Sono intervenuti i gruppi o sezioni di Milano. I partecipanti: Trieste, 4, Palmanova 1, Treviso 1, S. Maria Maddalena 1, Torino 3, Asti 2, Parma 1, Ravenna 2, Cervia 2, Cesenatico 1, Forlì 9, Firenze 4, Roma 3, Russi 1, Napoli 5, Torre Annunziata 3, Cosenza 1, Messina 1, compagni residenti in Francia e Svizzera 3, e simpatizzanti lombardi e romagnoli. Si giustificati i compagni di Genova, Bologna, Taranto, che non sono potuti intervenire per ragioni pratiche, mentre gli intervenuti dal Piemonte e dalla Toscana rappresentavano anche gli gruppi o sezioni della regione.
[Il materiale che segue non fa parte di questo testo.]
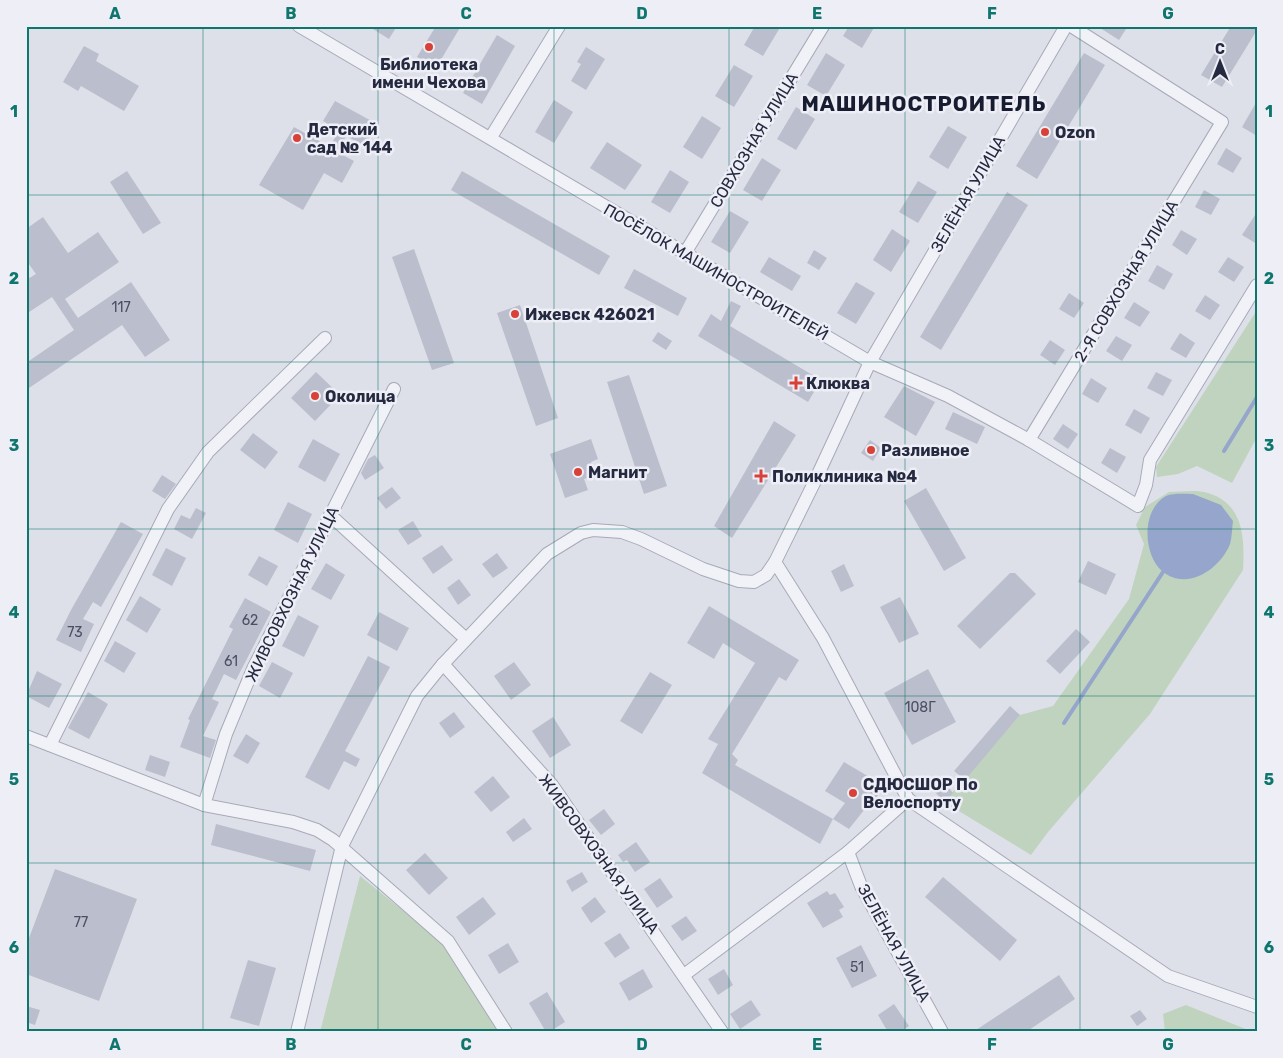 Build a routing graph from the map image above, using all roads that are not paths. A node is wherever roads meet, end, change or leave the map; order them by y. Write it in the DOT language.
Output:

La sera del sabato, nell’ampia aula del Liceo Musicale di Forli, l’Esecutivo ha svolta la sua relazione organizzativa finanziaria presentando un quadro soddisfacente del movimento ed un bilancio positivo del 1952 come organizzazione e stampa. I convenuti hanno hanno potuto constatare che nel nostro seno non vi sono state crisi di sorta, ma un processo di miglioramento qualitativo che mostra di risolversi in miglioramento anche quantitativo, un semplice processo di eliminazione di scorie e di coordinazione di lavoro ai soli fini del partito, senza più inquietudini e isterismi di singoli. Dopo l’intervento di varii compagni si presero opportune decisioni sulla organizzazione, la stampa e tutto il lavoro di partito nel prossimo anno.

Le due sedute della domenica durate complessivamente sei ore, furono dedicate alla esposizione del compagno relatore, seguita con maggiore interessamento tanto nella presentazione di tutto il passato sviluppo del nostro lavoro programmatico quanto nello specifico svolgimento di punti ulteriori meritevoli di un esame più diretto e di un contributo approfondito sempre in tutta coerenza ai nostri principii. Diamo un breve sunto della relazione.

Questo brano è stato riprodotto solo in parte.